In that reaction apparatus, the contained fluids can also be caused to more satisfactorily develop the reaction in the reaction vessel.

In the reaction apparatus according to the present invention, the reaction vessel may be formed in the shape of a tube gradually narrowing toward the connecting and communicating portion. That feature is effective in causing all the fluid to easily flow between the fluid container portion and the reaction vessel through the connecting and communicating portion, and in easily bubbling the fluid(s) in the reaction vessel by the atmosphere introduced through the connecting and communicating portion.

The reaction apparatus according to the present invention may further comprise a control unit for, in accordance with a series of reaction procedures to be executed by using the fluids contained in the container portions of the mounted fluid containing cartridge, controlling the moving unit such that one of the plurality of container portions is selectively connected in turn to the reaction vessel, and controlling the pressure applying unit to transfer the fluid by the action of the differential pressure applied to the container portion.

In the reaction apparatus according to the present invention, the pressure applying unit may be connected to the reaction vessel to suck the fluid from the container portion into the reaction vessel by lowering air pressure in the reaction vessel and to push out the fluid from the reaction vessel to the container portion by raising air pressure in the reaction vessel. With that feature, since the fluid can be sucked from the container portion and pushed out to the container portion just by changing the pressure in the reaction vessel, the fluid can be transferred with a comparatively simple construction.

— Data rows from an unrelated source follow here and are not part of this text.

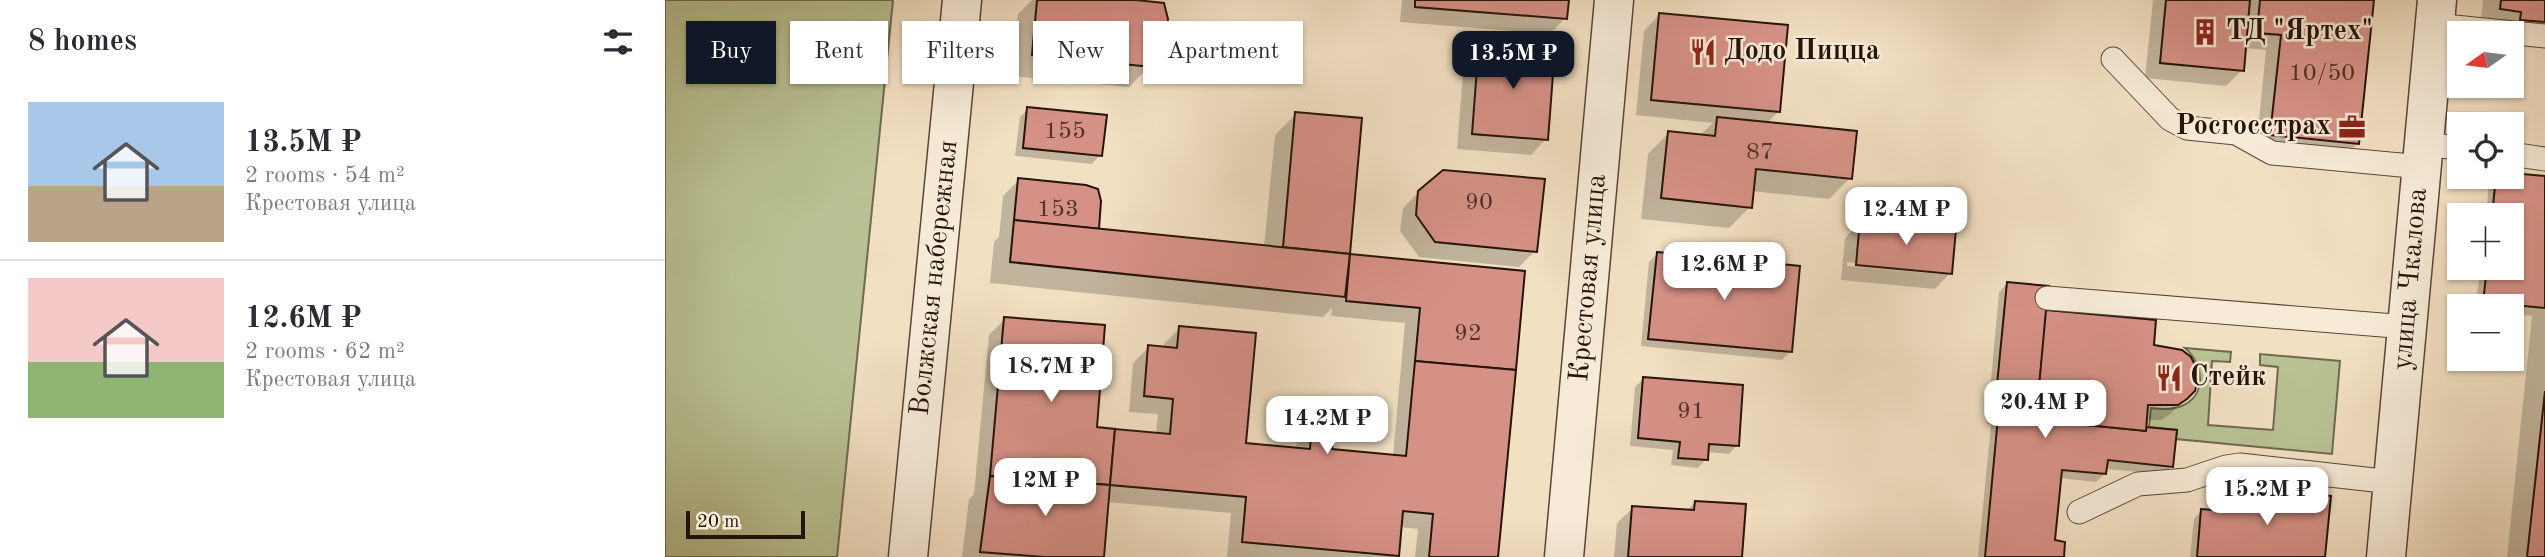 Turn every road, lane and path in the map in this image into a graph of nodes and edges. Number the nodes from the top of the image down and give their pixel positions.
1 (962, 0) edge
2 (1614, 0) edge
3 (2436, 13) edge
4 (2545, 36) edge
5 (2113, 59) dead end
6 (2435, 153) edge
7 (2524, 156) edge
8 (2545, 159) edge
9 (2047, 298) dead end
10 (2407, 327) junction
11 (2392, 482) junction
12 (2079, 512) dead end
13 (908, 557) edge
14 (1564, 557) edge
15 (2386, 557) edge

1 - 13 street, Волжская набережная
2 - 14 street, Крестовая улица
3 - 4 lane
3 - 6 street, улица Чкалова
5 - 6 lane
6 - 10 street, улица Чкалова
7 - 8 lane
9 - 10 lane
10 - 11 street, улица Чкалова
11 - 12 lane
11 - 15 street, улица Чкалова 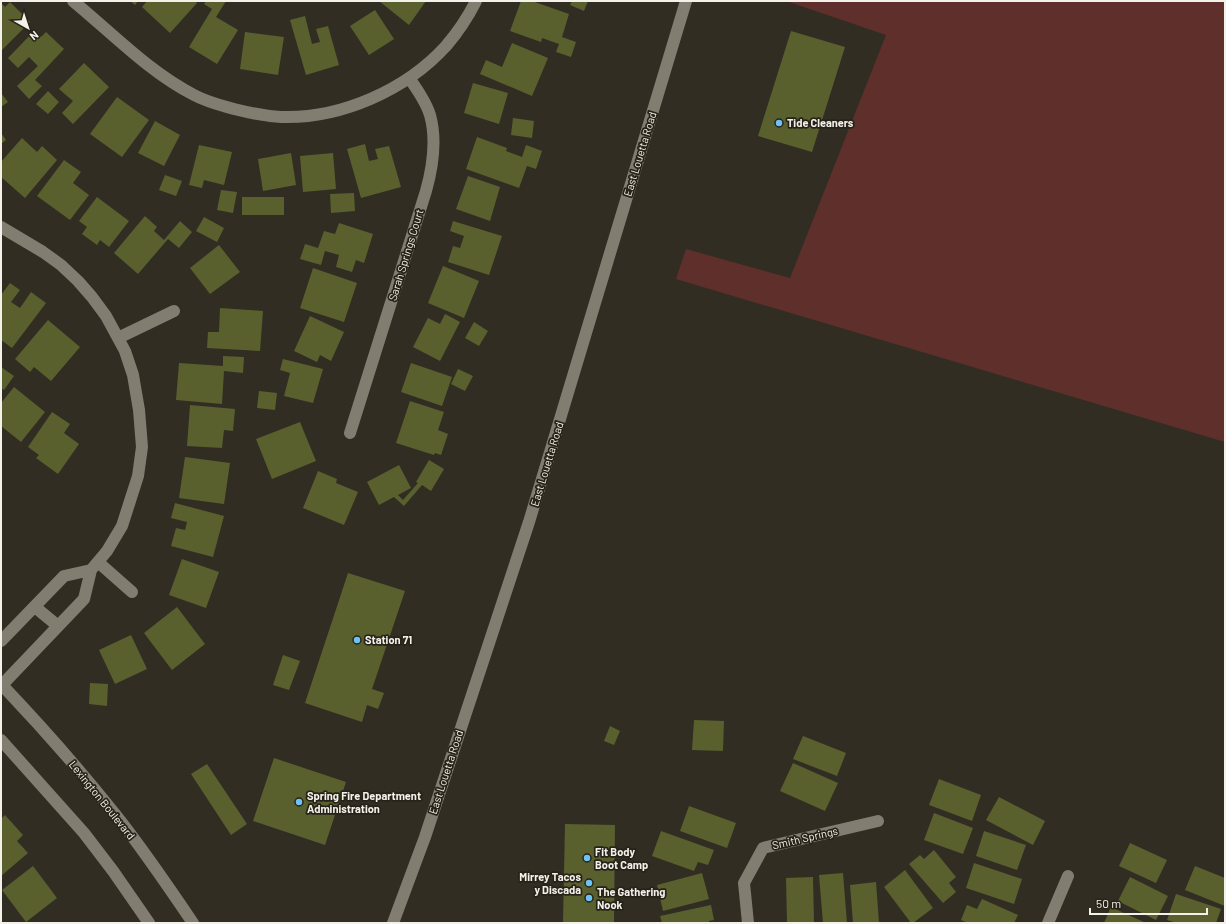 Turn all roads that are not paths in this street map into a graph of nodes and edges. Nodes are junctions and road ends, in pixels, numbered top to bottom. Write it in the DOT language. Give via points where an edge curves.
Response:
graph roads {
  1 [pos="73,1"];
  2 [pos="476,1"];
  3 [pos="686,1"];
  4 [pos="409,78"];
  5 [pos="1,227"];
  6 [pos="174,311"];
  7 [pos="118,338"];
  8 [pos="350,433"];
  9 [pos="94,566"];
  10 [pos="132,592"];
  11 [pos="35,606"];
  12 [pos="58,626"];
  13 [pos="1,641"];
  14 [pos="1,685"];
  15 [pos="1,740"];
  16 [pos="878,821"];
  17 [pos="1068,876"];
  18 [pos="149,923"];
  19 [pos="193,923"];
  20 [pos="393,923"];
  21 [pos="748,923"];
  22 [pos="1048,923"];
  1 -- 4 [label="street" via="145,62 182,88 211,103 252,114 301,117 332,112 370,99"];
  2 -- 4 [label="street" via="445,47"];
  3 -- 20 [label="street, East Louetta Road" via="529,522 425,837"];
  4 -- 8 [label="street, Sarah Springs Court" via="430,115 434,143 433,163"];
  5 -- 7 [label="street" via="43,252 78,281 106,316"];
  6 -- 7 [label="street"];
  7 -- 9 [label="street" via="133,374 142,456 122,526"];
  9 -- 10 [label="street"];
  9 -- 11 [label="street" via="64,576"];
  9 -- 12 [label="street" via="84,599"];
  11 -- 12 [label="street"];
  11 -- 13 [label="street"];
  12 -- 14 [label="street"];
  14 -- 19 [label="street, Lexington Boulevard" via="71,761 115,814"];
  15 -- 18 [label="street" via="84,833"];
  16 -- 21 [label="street, Smith Springs" via="763,848 744,883"];
  17 -- 22 [label="street"];
} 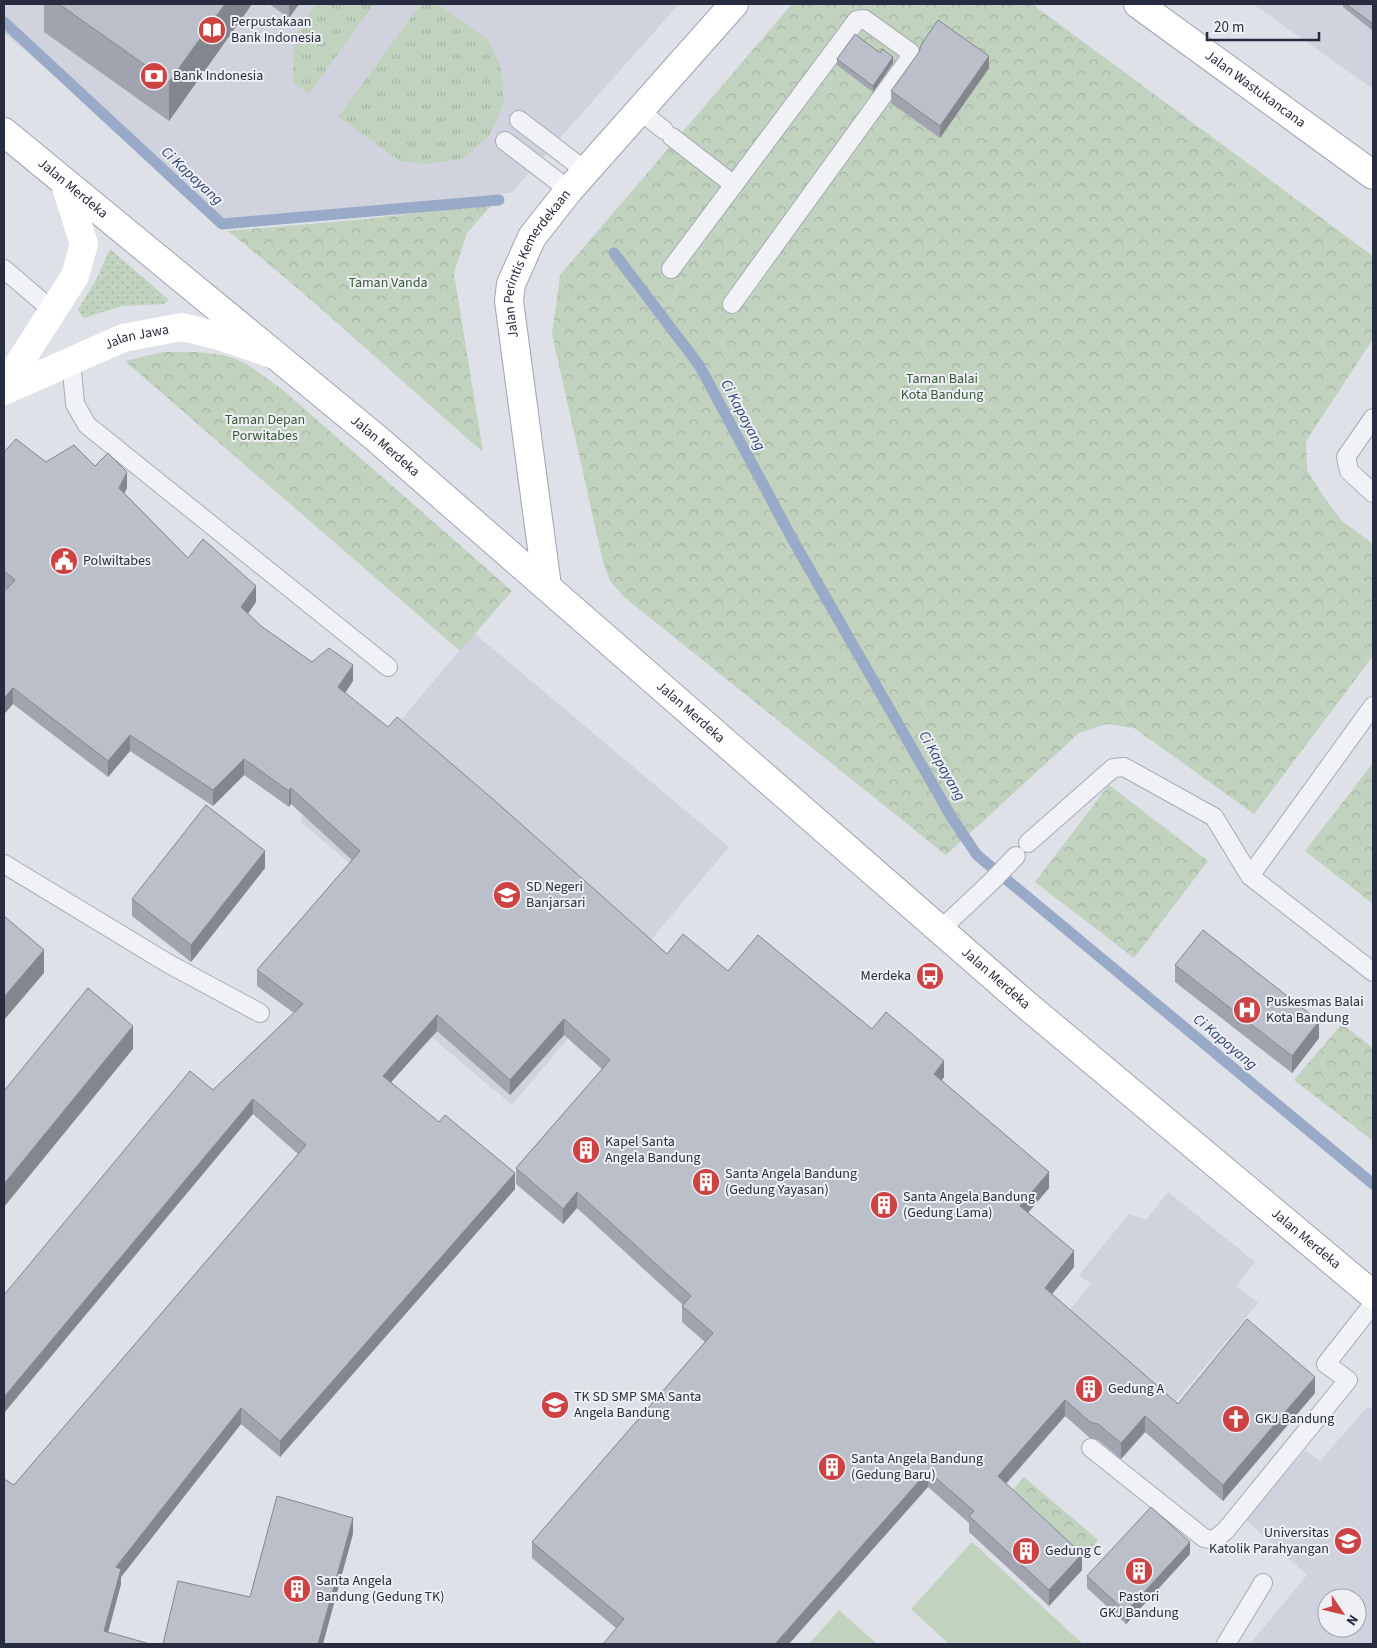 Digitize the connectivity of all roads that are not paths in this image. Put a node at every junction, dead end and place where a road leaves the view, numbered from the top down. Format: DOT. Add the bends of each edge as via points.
graph roads {
  1 [pos="734,4"];
  2 [pos="1138,4"];
  3 [pos="640,111"];
  4 [pos="519,120"];
  5 [pos="4,132"];
  6 [pos="505,141"];
  7 [pos="1373,175"];
  8 [pos="578,181"];
  9 [pos="65,184"];
  10 [pos="734,185"];
  11 [pos="4,269"];
  12 [pos="671,269"];
  13 [pos="732,304"];
  14 [pos="53,311"];
  15 [pos="276,356"];
  16 [pos="71,360"];
  17 [pos="4,387"];
  18 [pos="4,391"];
  19 [pos="1373,418"];
  20 [pos="1373,493"];
  21 [pos="547,586"];
  22 [pos="388,667"];
  23 [pos="1373,706"];
  24 [pos="4,864"];
  25 [pos="1250,876"];
  26 [pos="940,930"];
  27 [pos="1373,972"];
  28 [pos="260,1013"];
  29 [pos="1373,1295"];
  30 [pos="1373,1304"];
  31 [pos="1091,1448"];
  32 [pos="1263,1583"];
  33 [pos="1226,1644"];
  1 -- 3 [label="main road, Jalan Perintis Kemerdekaan"];
  2 -- 7 [label="main road, Jalan Wastukancana"];
  3 -- 8 [label="main road, Jalan Perintis Kemerdekaan"];
  3 -- 10 [label="lane"];
  4 -- 8 [label="lane"];
  5 -- 9 [label="main road, Jalan Merdeka"];
  6 -- 8 [label="lane"];
  8 -- 21 [label="main road, Jalan Perintis Kemerdekaan" via="532,237 511,284 509,302"];
  9 -- 14 [label="main road" via="84,244 75,276"];
  9 -- 15 [label="main road, Jalan Merdeka"];
  10 -- 12 [label="lane"];
  10 -- 13 [label="lane" via="857,20 864,19 910,52 910,58"];
  11 -- 14 [label="lane"];
  14 -- 17 [label="main road"];
  15 -- 16 [label="main road, Jalan Jawa" via="182,327 123,338"];
  15 -- 21 [label="main road, Jalan Merdeka"];
  16 -- 18 [label="main road, Jalan Jawa"];
  16 -- 22 [label="lane" via="74,404 87,425"];
  19 -- 20 [label="lane" via="1346,457 1348,471"];
  21 -- 26 [label="main road, Jalan Merdeka"];
  23 -- 25 [label="lane"];
  24 -- 28 [label="lane" via="169,964"];
  25 -- 26 [label="lane" via="1214,817 1124,767 1112,768"];
  25 -- 27 [label="lane"];
  26 -- 29 [label="main road, Jalan Merdeka"];
  30 -- 31 [label="lane" via="1326,1364 1348,1380 1226,1530 1214,1540 1204,1538"];
  32 -- 33 [label="lane"];
}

In the reaction apparatus according to the present invention, the mounting unit may mount the fluid containing cartridge provided with a circular disk-shaped housing in which the container portions are formed, and the moving unit may move at least one of the reaction vessel and the mounted fluid containing cartridge by rotationally moving one of the reaction vessel and the fluid containing cartridge about an axis of rotation. With that feature, since it is just required to rotationally move the reaction vessel or the cartridge when the plurality of connecting and communicating portions are selectively connected to the reaction vessel, the connection can be changed with more ease. In such a case, the pressure applying unit may act pressure upon the container portion of the fluid containing cartridge through the reaction vessel, and the moving unit may rotationally move the fluid containing cartridge about the axis of rotation. With that feature, the fluid containing cartridge can be easily rotated because the pressure applying unit is not connected to the fluid containing cartridge. The mounting unit may mount the fluid containing cartridge by using a contact member disposed on a flat surface of the housing having the shape of a circular disk, in which the connecting and communicating portions are formed, and further disposed in a circular shape coaxial with the axis of rotation about which the housing is rotationally moved, the contact member contacting with the flat surface of the fluid containing cartridge and having a through-hole communicating with the connecting and communicating portion, and by using a fixing member for rotatably fixing the fluid containing cartridge in a state of the contact member being held in contact with the flat surface of the fluid containing cartridge, and the reaction vessel may be connected to the through-hole formed in the contact member. With that feature, the fluid containing cartridge can be mounted in such a state that the container portion and the reaction vessel can be comparatively easily connected to each other in a selective manner.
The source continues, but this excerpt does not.